The core problem SANs solve is providing high-performance, block-level access to storage for applications that need it, like databases or virtualization hosts. NAS solves the problem of easy, network-accessible file sharing for end-users and general-purpose applications.

The key difference lies in how the client/server interacts with the storage. With NAS, the client asks for files. With SAN, the client asks for blocks, and the client’s OS manages the file system on top of those blocks. This means a SAN typically offers much lower latency and higher throughput because it bypasses the file system overhead of the NAS device itself. The SAN’s network is often dedicated (e.g., Fibre Channel) or runs over high-speed Ethernet, further enhancing performance.
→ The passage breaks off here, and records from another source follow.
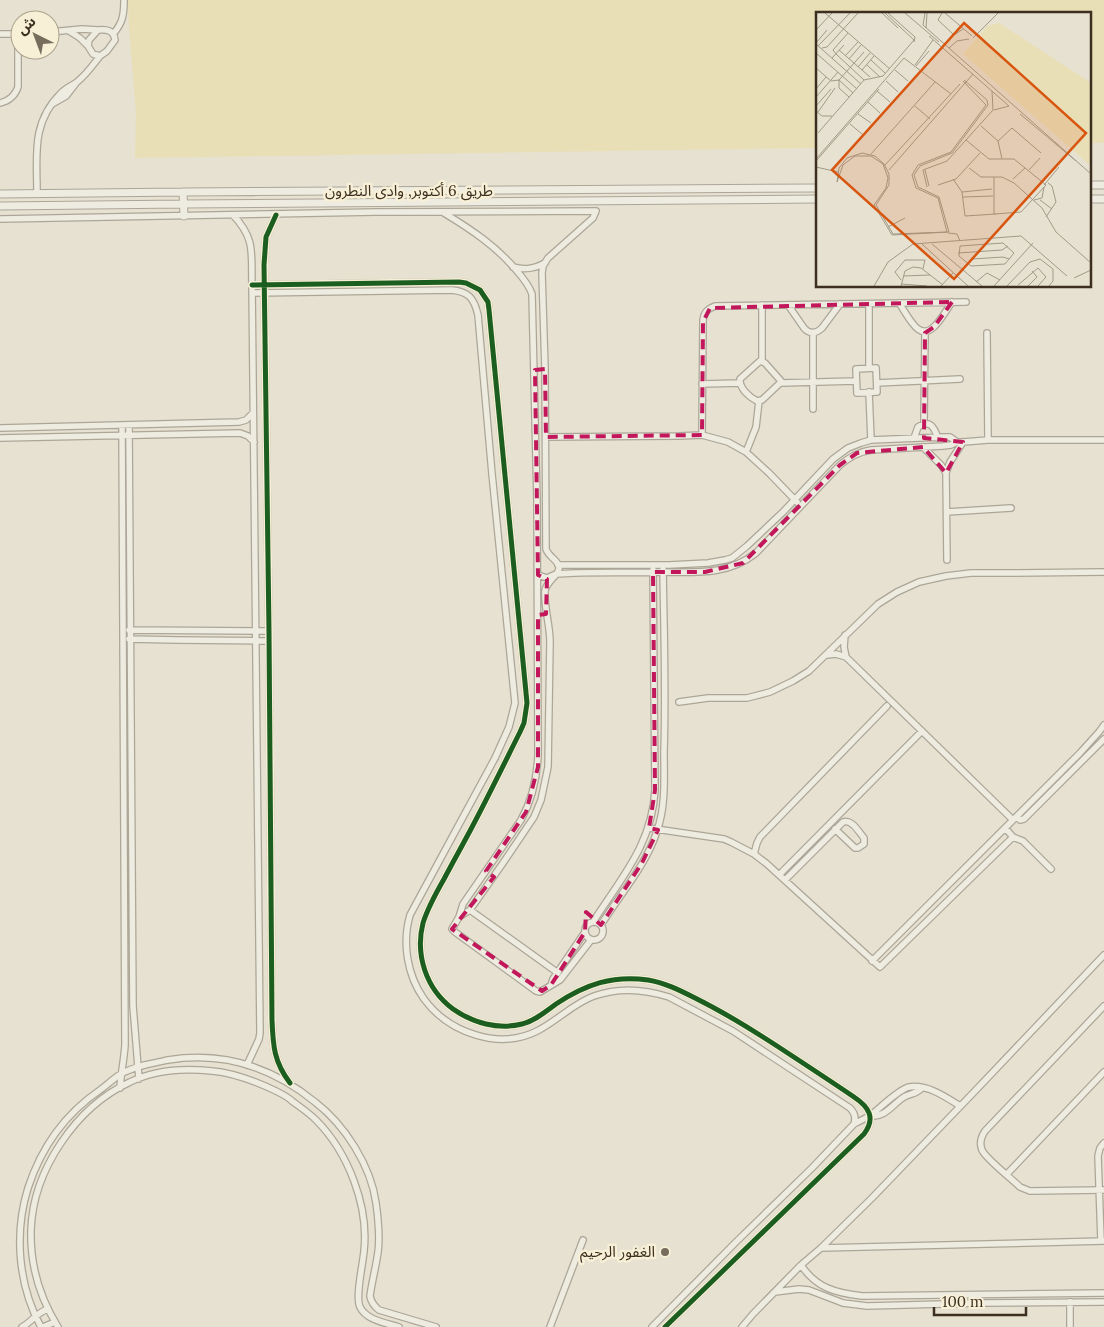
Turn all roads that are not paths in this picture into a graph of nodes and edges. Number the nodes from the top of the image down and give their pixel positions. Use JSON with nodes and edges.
{"nodes":[{"id":1,"x":124,"y":0,"type":"edge"},
{"id":2,"x":98,"y":30,"type":"junction"},
{"id":3,"x":60,"y":31,"type":"edge"},
{"id":4,"x":68,"y":31,"type":"junction"},
{"id":5,"x":113,"y":34,"type":"junction"},
{"id":6,"x":88,"y":46,"type":"junction"},
{"id":7,"x":100,"y":56,"type":"junction"},
{"id":8,"x":19,"y":60,"type":"edge"},
{"id":9,"x":0,"y":103,"type":"edge"},
{"id":10,"x":816,"y":188,"type":"edge"},
{"id":11,"x":183,"y":192,"type":"junction"},
{"id":12,"x":0,"y":194,"type":"edge"},
{"id":13,"x":37,"y":194,"type":"junction"},
{"id":14,"x":816,"y":199,"type":"edge"},
{"id":15,"x":183,"y":204,"type":"junction"},
{"id":16,"x":0,"y":206,"type":"edge"},
{"id":17,"x":442,"y":212,"type":"junction"},
{"id":18,"x":276,"y":214,"type":"junction"},
{"id":19,"x":233,"y":215,"type":"junction"},
{"id":20,"x":184,"y":216,"type":"junction"},
{"id":21,"x":0,"y":219,"type":"edge"},
{"id":22,"x":545,"y":263,"type":"junction"},
{"id":23,"x":264,"y":265,"type":"junction"},
{"id":24,"x":252,"y":266,"type":"junction"},
{"id":25,"x":513,"y":267,"type":"junction"},
{"id":26,"x":252,"y":285,"type":"junction"},
{"id":27,"x":264,"y":285,"type":"junction"},
{"id":28,"x":252,"y":293,"type":"junction"},
{"id":29,"x":264,"y":293,"type":"junction"},
{"id":30,"x":952,"y":302,"type":"junction"},
{"id":31,"x":966,"y":302,"type":"dead end"},
{"id":32,"x":899,"y":303,"type":"junction"},
{"id":33,"x":534,"y":304,"type":"junction"},
{"id":34,"x":840,"y":304,"type":"junction"},
{"id":35,"x":869,"y":304,"type":"junction"},
{"id":36,"x":543,"y":305,"type":"junction"},
{"id":37,"x":762,"y":305,"type":"junction"},
{"id":38,"x":788,"y":305,"type":"junction"},
{"id":39,"x":534,"y":324,"type":"junction"},
{"id":40,"x":544,"y":324,"type":"junction"},
{"id":41,"x":925,"y":332,"type":"junction"},
{"id":42,"x":987,"y":332,"type":"dead end"},
{"id":43,"x":813,"y":333,"type":"junction"},
{"id":44,"x":545,"y":356,"type":"junction"},
{"id":45,"x":534,"y":357,"type":"junction"},
{"id":46,"x":762,"y":361,"type":"junction"},
{"id":47,"x":869,"y":368,"type":"junction"},
{"id":48,"x":545,"y":369,"type":"junction"},
{"id":49,"x":535,"y":370,"type":"junction"},
{"id":50,"x":960,"y":379,"type":"dead end"},
{"id":51,"x":856,"y":381,"type":"junction"},
{"id":52,"x":925,"y":381,"type":"junction"},
{"id":53,"x":813,"y":382,"type":"junction"},
{"id":54,"x":876,"y":382,"type":"junction"},
{"id":55,"x":740,"y":383,"type":"junction"},
{"id":56,"x":781,"y":383,"type":"junction"},
{"id":57,"x":702,"y":384,"type":"junction"},
{"id":58,"x":869,"y":392,"type":"junction"},
{"id":59,"x":759,"y":401,"type":"junction"},
{"id":60,"x":813,"y":410,"type":"dead end"},
{"id":61,"x":253,"y":413,"type":"junction"},
{"id":62,"x":924,"y":423,"type":"junction"},
{"id":63,"x":122,"y":425,"type":"junction"},
{"id":64,"x":129,"y":425,"type":"junction"},
{"id":65,"x":0,"y":428,"type":"edge"},
{"id":66,"x":126,"y":435,"type":"junction"},
{"id":67,"x":702,"y":435,"type":"junction"},
{"id":68,"x":546,"y":437,"type":"junction"},
{"id":69,"x":0,"y":438,"type":"edge"},
{"id":70,"x":914,"y":438,"type":"junction"},
{"id":71,"x":938,"y":438,"type":"junction"},
{"id":72,"x":871,"y":440,"type":"junction"},
{"id":73,"x":988,"y":440,"type":"junction"},
{"id":74,"x":1104,"y":440,"type":"edge"},
{"id":75,"x":254,"y":442,"type":"junction"},
{"id":76,"x":960,"y":442,"type":"junction"},
{"id":77,"x":923,"y":447,"type":"junction"},
{"id":78,"x":746,"y":452,"type":"junction"},
{"id":79,"x":946,"y":474,"type":"junction"},
{"id":80,"x":546,"y":500,"type":"junction"},
{"id":81,"x":794,"y":500,"type":"junction"},
{"id":82,"x":537,"y":501,"type":"junction"},
{"id":83,"x":801,"y":506,"type":"junction"},
{"id":84,"x":1011,"y":508,"type":"dead end"},
{"id":85,"x":947,"y":512,"type":"junction"},
{"id":86,"x":947,"y":560,"type":"dead end"},
{"id":87,"x":558,"y":565,"type":"junction"},
{"id":88,"x":575,"y":565,"type":"junction"},
{"id":89,"x":653,"y":565,"type":"junction"},
{"id":90,"x":662,"y":565,"type":"junction"},
{"id":91,"x":663,"y":572,"type":"junction"},
{"id":92,"x":1104,"y":572,"type":"edge"},
{"id":93,"x":575,"y":573,"type":"junction"},
{"id":94,"x":653,"y":573,"type":"junction"},
{"id":95,"x":538,"y":574,"type":"junction"},
{"id":96,"x":556,"y":574,"type":"junction"},
{"id":97,"x":517,"y":600,"type":"junction"},
{"id":98,"x":506,"y":601,"type":"junction"},
{"id":99,"x":546,"y":614,"type":"junction"},
{"id":100,"x":538,"y":615,"type":"junction"},
{"id":101,"x":127,"y":630,"type":"junction"},
{"id":102,"x":256,"y":630,"type":"junction"},
{"id":103,"x":269,"y":630,"type":"junction"},
{"id":104,"x":846,"y":635,"type":"junction"},
{"id":105,"x":127,"y":639,"type":"junction"},
{"id":106,"x":256,"y":640,"type":"junction"},
{"id":107,"x":269,"y":640,"type":"junction"},
{"id":108,"x":825,"y":655,"type":"junction"},
{"id":109,"x":846,"y":657,"type":"junction"},
{"id":110,"x":654,"y":695,"type":"junction"},
{"id":111,"x":665,"y":695,"type":"junction"},
{"id":112,"x":679,"y":702,"type":"dead end"},
{"id":113,"x":887,"y":706,"type":"dead end"},
{"id":114,"x":1104,"y":725,"type":"edge"},
{"id":115,"x":922,"y":732,"type":"junction"},
{"id":116,"x":1104,"y":739,"type":"edge"},
{"id":117,"x":1015,"y":819,"type":"junction"},
{"id":118,"x":649,"y":828,"type":"junction"},
{"id":119,"x":1005,"y":828,"type":"junction"},
{"id":120,"x":835,"y":829,"type":"junction"},
{"id":121,"x":658,"y":830,"type":"junction"},
{"id":122,"x":1013,"y":837,"type":"junction"},
{"id":123,"x":754,"y":854,"type":"junction"},
{"id":124,"x":1051,"y":869,"type":"dead end"},
{"id":125,"x":486,"y":871,"type":"junction"},
{"id":126,"x":780,"y":875,"type":"junction"},
{"id":127,"x":494,"y":877,"type":"junction"},
{"id":128,"x":785,"y":880,"type":"junction"},
{"id":129,"x":470,"y":910,"type":"junction"},
{"id":130,"x":459,"y":917,"type":"junction"},
{"id":131,"x":593,"y":922,"type":"junction"},
{"id":132,"x":601,"y":925,"type":"junction"},
{"id":133,"x":585,"y":932,"type":"junction"},
{"id":134,"x":591,"y":940,"type":"junction"},
{"id":135,"x":1104,"y":955,"type":"edge"},
{"id":136,"x":872,"y":961,"type":"junction"},
{"id":137,"x":558,"y":972,"type":"junction"},
{"id":138,"x":551,"y":985,"type":"junction"},
{"id":139,"x":1104,"y":1006,"type":"edge"},
{"id":140,"x":728,"y":1014,"type":"junction"},
{"id":141,"x":740,"y":1022,"type":"junction"},
{"id":142,"x":721,"y":1024,"type":"junction"},
{"id":143,"x":733,"y":1031,"type":"junction"},
{"id":144,"x":273,"y":1038,"type":"junction"},
{"id":145,"x":259,"y":1039,"type":"junction"},
{"id":146,"x":202,"y":1058,"type":"junction"},
{"id":147,"x":247,"y":1065,"type":"junction"},
{"id":148,"x":138,"y":1068,"type":"junction"},
{"id":149,"x":200,"y":1070,"type":"junction"},
{"id":150,"x":1104,"y":1072,"type":"edge"},
{"id":151,"x":120,"y":1074,"type":"junction"},
{"id":152,"x":139,"y":1079,"type":"junction"},
{"id":153,"x":290,"y":1083,"type":"junction"},
{"id":154,"x":120,"y":1088,"type":"junction"},
{"id":155,"x":960,"y":1106,"type":"junction"},
{"id":156,"x":870,"y":1116,"type":"junction"},
{"id":157,"x":854,"y":1124,"type":"junction"},
{"id":158,"x":1104,"y":1143,"type":"edge"},
{"id":159,"x":1007,"y":1174,"type":"junction"},
{"id":160,"x":1102,"y":1190,"type":"edge"},
{"id":161,"x":20,"y":1227,"type":"junction"},
{"id":162,"x":31,"y":1229,"type":"junction"},
{"id":163,"x":583,"y":1240,"type":"dead end"},
{"id":164,"x":1103,"y":1241,"type":"edge"},
{"id":165,"x":821,"y":1248,"type":"junction"},
{"id":166,"x":801,"y":1265,"type":"junction"},
{"id":167,"x":361,"y":1275,"type":"junction"},
{"id":168,"x":373,"y":1276,"type":"junction"},
{"id":169,"x":702,"y":1277,"type":"junction"},
{"id":170,"x":710,"y":1284,"type":"junction"},
{"id":171,"x":821,"y":1285,"type":"junction"},
{"id":172,"x":775,"y":1292,"type":"junction"},
{"id":173,"x":1104,"y":1292,"type":"edge"},
{"id":174,"x":818,"y":1293,"type":"junction"},
{"id":175,"x":982,"y":1294,"type":"junction"},
{"id":176,"x":1070,"y":1302,"type":"junction"},
{"id":177,"x":1104,"y":1302,"type":"edge"},
{"id":178,"x":982,"y":1303,"type":"junction"},
{"id":179,"x":48,"y":1309,"type":"junction"},
{"id":180,"x":35,"y":1316,"type":"junction"},
{"id":181,"x":56,"y":1324,"type":"edge"},
{"id":182,"x":22,"y":1327,"type":"edge"},
{"id":183,"x":42,"y":1327,"type":"edge"},
{"id":184,"x":399,"y":1327,"type":"edge"},
{"id":185,"x":436,"y":1327,"type":"edge"},
{"id":186,"x":550,"y":1327,"type":"edge"},
{"id":187,"x":652,"y":1327,"type":"edge"},
{"id":188,"x":665,"y":1327,"type":"edge"},
{"id":189,"x":742,"y":1327,"type":"edge"},
{"id":190,"x":1070,"y":1327,"type":"edge"}],
"edges":[{"from":1,"to":5,"type":"street"},
{"from":2,"to":4,"type":"street"},
{"from":2,"to":5,"type":"street"},
{"from":2,"to":6,"type":"street"},
{"from":3,"to":4,"type":"street"},
{"from":4,"to":6,"type":"street"},
{"from":5,"to":7,"type":"street"},
{"from":6,"to":7,"type":"street"},
{"from":7,"to":13,"type":"street"},
{"from":8,"to":9,"type":"street"},
{"from":10,"to":11,"type":"street","name":"طريق 6 أكتوبر, وادى النطرون"},
{"from":11,"to":13,"type":"street","name":"طريق 6 أكتوبر, وادى النطرون"},
{"from":11,"to":15,"type":"street"},
{"from":12,"to":13,"type":"street","name":"طريق 6 أكتوبر, وادى النطرون"},
{"from":14,"to":15,"type":"street","name":"طريق 6 أكتوبر, وادى النطرون"},
{"from":15,"to":16,"type":"street","name":"طريق 6 أكتوبر, وادى النطرون"},
{"from":15,"to":20,"type":"street"},
{"from":17,"to":18,"type":"street"},
{"from":17,"to":22,"type":"street"},
{"from":17,"to":25,"type":"street"},
{"from":18,"to":19,"type":"street"},
{"from":18,"to":23,"type":"street"},
{"from":19,"to":20,"type":"street"},
{"from":19,"to":24,"type":"street"},
{"from":20,"to":21,"type":"street"},
{"from":22,"to":25,"type":"street"},
{"from":22,"to":36,"type":"street"},
{"from":23,"to":24,"type":"street"},
{"from":23,"to":27,"type":"street"},
{"from":24,"to":26,"type":"street"},
{"from":25,"to":33,"type":"street"},
{"from":26,"to":27,"type":"street"},
{"from":26,"to":28,"type":"street"},
{"from":27,"to":29,"type":"street"},
{"from":27,"to":97,"type":"street"},
{"from":28,"to":29,"type":"street"},
{"from":28,"to":61,"type":"street"},
{"from":29,"to":98,"type":"street"},
{"from":29,"to":103,"type":"street"},
{"from":30,"to":31,"type":"street"},
{"from":30,"to":32,"type":"street"},
{"from":30,"to":41,"type":"street"},
{"from":32,"to":35,"type":"street"},
{"from":32,"to":41,"type":"street"},
{"from":33,"to":36,"type":"street"},
{"from":33,"to":39,"type":"street"},
{"from":34,"to":35,"type":"street"},
{"from":34,"to":38,"type":"street"},
{"from":34,"to":43,"type":"street"},
{"from":35,"to":47,"type":"street"},
{"from":36,"to":40,"type":"street"},
{"from":37,"to":38,"type":"street"},
{"from":37,"to":46,"type":"street"},
{"from":37,"to":57,"type":"street"},
{"from":38,"to":43,"type":"street"},
{"from":39,"to":40,"type":"street"},
{"from":39,"to":45,"type":"street"},
{"from":40,"to":44,"type":"street"},
{"from":41,"to":52,"type":"street"},
{"from":42,"to":73,"type":"street"},
{"from":43,"to":53,"type":"street"},
{"from":44,"to":45,"type":"street"},
{"from":44,"to":48,"type":"street"},
{"from":45,"to":49,"type":"street"},
{"from":46,"to":55,"type":"street"},
{"from":46,"to":56,"type":"street"},
{"from":47,"to":51,"type":"street"},
{"from":47,"to":54,"type":"street"},
{"from":48,"to":49,"type":"street"},
{"from":48,"to":68,"type":"street"},
{"from":49,"to":82,"type":"street"},
{"from":50,"to":52,"type":"street"},
{"from":51,"to":53,"type":"street"},
{"from":51,"to":58,"type":"street"},
{"from":52,"to":54,"type":"street"},
{"from":52,"to":62,"type":"street"},
{"from":53,"to":56,"type":"street"},
{"from":53,"to":60,"type":"street"},
{"from":54,"to":58,"type":"street"},
{"from":55,"to":57,"type":"street"},
{"from":55,"to":59,"type":"street"},
{"from":56,"to":59,"type":"street"},
{"from":57,"to":67,"type":"street"},
{"from":58,"to":72,"type":"street"},
{"from":59,"to":78,"type":"street"},
{"from":61,"to":64,"type":"street"},
{"from":61,"to":75,"type":"street"},
{"from":62,"to":70,"type":"street"},
{"from":62,"to":71,"type":"street"},
{"from":63,"to":64,"type":"street"},
{"from":63,"to":65,"type":"street"},
{"from":63,"to":66,"type":"street"},
{"from":64,"to":66,"type":"street"},
{"from":66,"to":69,"type":"street"},
{"from":66,"to":75,"type":"street"},
{"from":66,"to":101,"type":"street"},
{"from":67,"to":68,"type":"street"},
{"from":67,"to":78,"type":"street"},
{"from":68,"to":80,"type":"street"},
{"from":70,"to":71,"type":"street"},
{"from":70,"to":72,"type":"street"},
{"from":71,"to":76,"type":"street"},
{"from":72,"to":81,"type":"street"},
{"from":73,"to":74,"type":"street"},
{"from":73,"to":76,"type":"street"},
{"from":75,"to":102,"type":"street"},
{"from":76,"to":77,"type":"street"},
{"from":76,"to":79,"type":"street"},
{"from":77,"to":79,"type":"street"},
{"from":77,"to":83,"type":"street"},
{"from":78,"to":81,"type":"street"},
{"from":79,"to":85,"type":"street"},
{"from":80,"to":82,"type":"street"},
{"from":80,"to":87,"type":"street"},
{"from":81,"to":83,"type":"street"},
{"from":81,"to":90,"type":"street"},
{"from":82,"to":95,"type":"street"},
{"from":83,"to":91,"type":"street"},
{"from":84,"to":85,"type":"street"},
{"from":85,"to":86,"type":"street"},
{"from":87,"to":88,"type":"street"},
{"from":87,"to":96,"type":"street"},
{"from":88,"to":89,"type":"street"},
{"from":88,"to":93,"type":"street"},
{"from":89,"to":90,"type":"street"},
{"from":89,"to":94,"type":"street"},
{"from":90,"to":91,"type":"street"},
{"from":91,"to":94,"type":"street"},
{"from":91,"to":111,"type":"street"},
{"from":92,"to":104,"type":"street"},
{"from":93,"to":94,"type":"street"},
{"from":93,"to":96,"type":"street"},
{"from":94,"to":110,"type":"street"},
{"from":95,"to":96,"type":"street"},
{"from":95,"to":100,"type":"street"},
{"from":96,"to":99,"type":"street"},
{"from":97,"to":98,"type":"street"},
{"from":97,"to":140,"type":"street"},
{"from":98,"to":142,"type":"street"},
{"from":99,"to":100,"type":"street"},
{"from":99,"to":127,"type":"street"},
{"from":100,"to":125,"type":"street"},
{"from":101,"to":102,"type":"street"},
{"from":101,"to":105,"type":"street"},
{"from":102,"to":103,"type":"street"},
{"from":102,"to":106,"type":"street"},
{"from":103,"to":107,"type":"street"},
{"from":104,"to":108,"type":"street"},
{"from":104,"to":109,"type":"street"},
{"from":105,"to":106,"type":"street"},
{"from":105,"to":148,"type":"street"},
{"from":105,"to":151,"type":"street"},
{"from":106,"to":107,"type":"street"},
{"from":106,"to":145,"type":"street"},
{"from":107,"to":144,"type":"street"},
{"from":108,"to":109,"type":"street"},
{"from":108,"to":112,"type":"street"},
{"from":109,"to":115,"type":"street"},
{"from":110,"to":111,"type":"street"},
{"from":110,"to":118,"type":"street"},
{"from":111,"to":121,"type":"street"},
{"from":113,"to":123,"type":"street"},
{"from":114,"to":117,"type":"street"},
{"from":115,"to":117,"type":"street"},
{"from":115,"to":126,"type":"street"},
{"from":116,"to":117,"type":"street"},
{"from":117,"to":119,"type":"street"},
{"from":118,"to":121,"type":"street"},
{"from":118,"to":131,"type":"street"},
{"from":119,"to":122,"type":"street"},
{"from":119,"to":136,"type":"street"},
{"from":120,"to":120,"type":"street"},
{"from":120,"to":128,"type":"street"},
{"from":121,"to":123,"type":"street"},
{"from":121,"to":132,"type":"street"},
{"from":122,"to":124,"type":"street"},
{"from":122,"to":136,"type":"street"},
{"from":123,"to":126,"type":"street"},
{"from":125,"to":127,"type":"street"},
{"from":125,"to":130,"type":"street"},
{"from":126,"to":128,"type":"street"},
{"from":127,"to":129,"type":"street"},
{"from":128,"to":136,"type":"street"},
{"from":129,"to":130,"type":"street"},
{"from":129,"to":137,"type":"street"},
{"from":130,"to":138,"type":"street"},
{"from":131,"to":132,"type":"street"},
{"from":131,"to":133,"type":"street"},
{"from":132,"to":134,"type":"street"},
{"from":133,"to":134,"type":"street"},
{"from":133,"to":137,"type":"street"},
{"from":134,"to":138,"type":"street"},
{"from":135,"to":155,"type":"street"},
{"from":137,"to":138,"type":"street"},
{"from":139,"to":159,"type":"street"},
{"from":140,"to":141,"type":"street"},
{"from":140,"to":142,"type":"street"},
{"from":141,"to":143,"type":"street"},
{"from":141,"to":156,"type":"street"},
{"from":142,"to":143,"type":"street"},
{"from":143,"to":157,"type":"street"},
{"from":144,"to":145,"type":"street"},
{"from":144,"to":153,"type":"street"},
{"from":145,"to":147,"type":"street"},
{"from":146,"to":147,"type":"street"},
{"from":146,"to":148,"type":"street"},
{"from":146,"to":149,"type":"street"},
{"from":147,"to":153,"type":"street"},
{"from":148,"to":151,"type":"street"},
{"from":148,"to":152,"type":"street"},
{"from":149,"to":152,"type":"street"},
{"from":149,"to":167,"type":"street"},
{"from":150,"to":159,"type":"street"},
{"from":151,"to":154,"type":"street"},
{"from":151,"to":161,"type":"street"},
{"from":152,"to":154,"type":"street"},
{"from":153,"to":168,"type":"street"},
{"from":154,"to":162,"type":"street"},
{"from":155,"to":156,"type":"street"},
{"from":155,"to":165,"type":"street"},
{"from":156,"to":157,"type":"street"},
{"from":156,"to":170,"type":"street"},
{"from":157,"to":169,"type":"street"},
{"from":158,"to":160,"type":"street"},
{"from":159,"to":160,"type":"street"},
{"from":160,"to":164,"type":"street"},
{"from":161,"to":162,"type":"street"},
{"from":161,"to":180,"type":"street"},
{"from":162,"to":179,"type":"street"},
{"from":163,"to":186,"type":"street"},
{"from":164,"to":165,"type":"street"},
{"from":165,"to":166,"type":"street"},
{"from":166,"to":171,"type":"street"},
{"from":166,"to":172,"type":"street"},
{"from":167,"to":168,"type":"street"},
{"from":167,"to":184,"type":"street"},
{"from":168,"to":185,"type":"street"},
{"from":169,"to":170,"type":"street"},
{"from":169,"to":187,"type":"street"},
{"from":170,"to":188,"type":"street"},
{"from":171,"to":174,"type":"street"},
{"from":171,"to":175,"type":"street"},
{"from":172,"to":174,"type":"street"},
{"from":172,"to":189,"type":"street"},
{"from":173,"to":175,"type":"street"},
{"from":174,"to":178,"type":"street"},
{"from":175,"to":178,"type":"street"},
{"from":176,"to":177,"type":"street"},
{"from":176,"to":178,"type":"street"},
{"from":176,"to":190,"type":"street"},
{"from":179,"to":180,"type":"street"},
{"from":179,"to":181,"type":"street"},
{"from":180,"to":182,"type":"street"},
{"from":180,"to":183,"type":"street"},
{"from":181,"to":183,"type":"street"}]}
When you configure a NAS, you’re primarily concerned with creating shares, setting user permissions, and managing the NAS device’s own file system. For a SAN, you’re concerned with LUNs (Logical Unit Numbers – essentially, the "disks" presented by the SAN), zoning (controlling which servers can see which LUNs in a Fibre Channel environment), and the file system configuration on the server that’s accessing the SAN.

Most people don’t realize that when you use iSCSI for your SAN, you’re essentially layering a block-level storage protocol over a standard IP network. This makes SANs more accessible and cost-effective than traditional Fibre Channel SANs, as they can leverage existing Ethernet infrastructure. However, it also means that network congestion on the IP network can directly impact SAN performance, which is why dedicated iSCSI networks are often recommended for critical workloads.

The next step in understanding shared storage is often exploring the nuances of object storage and its differences from block and file storage.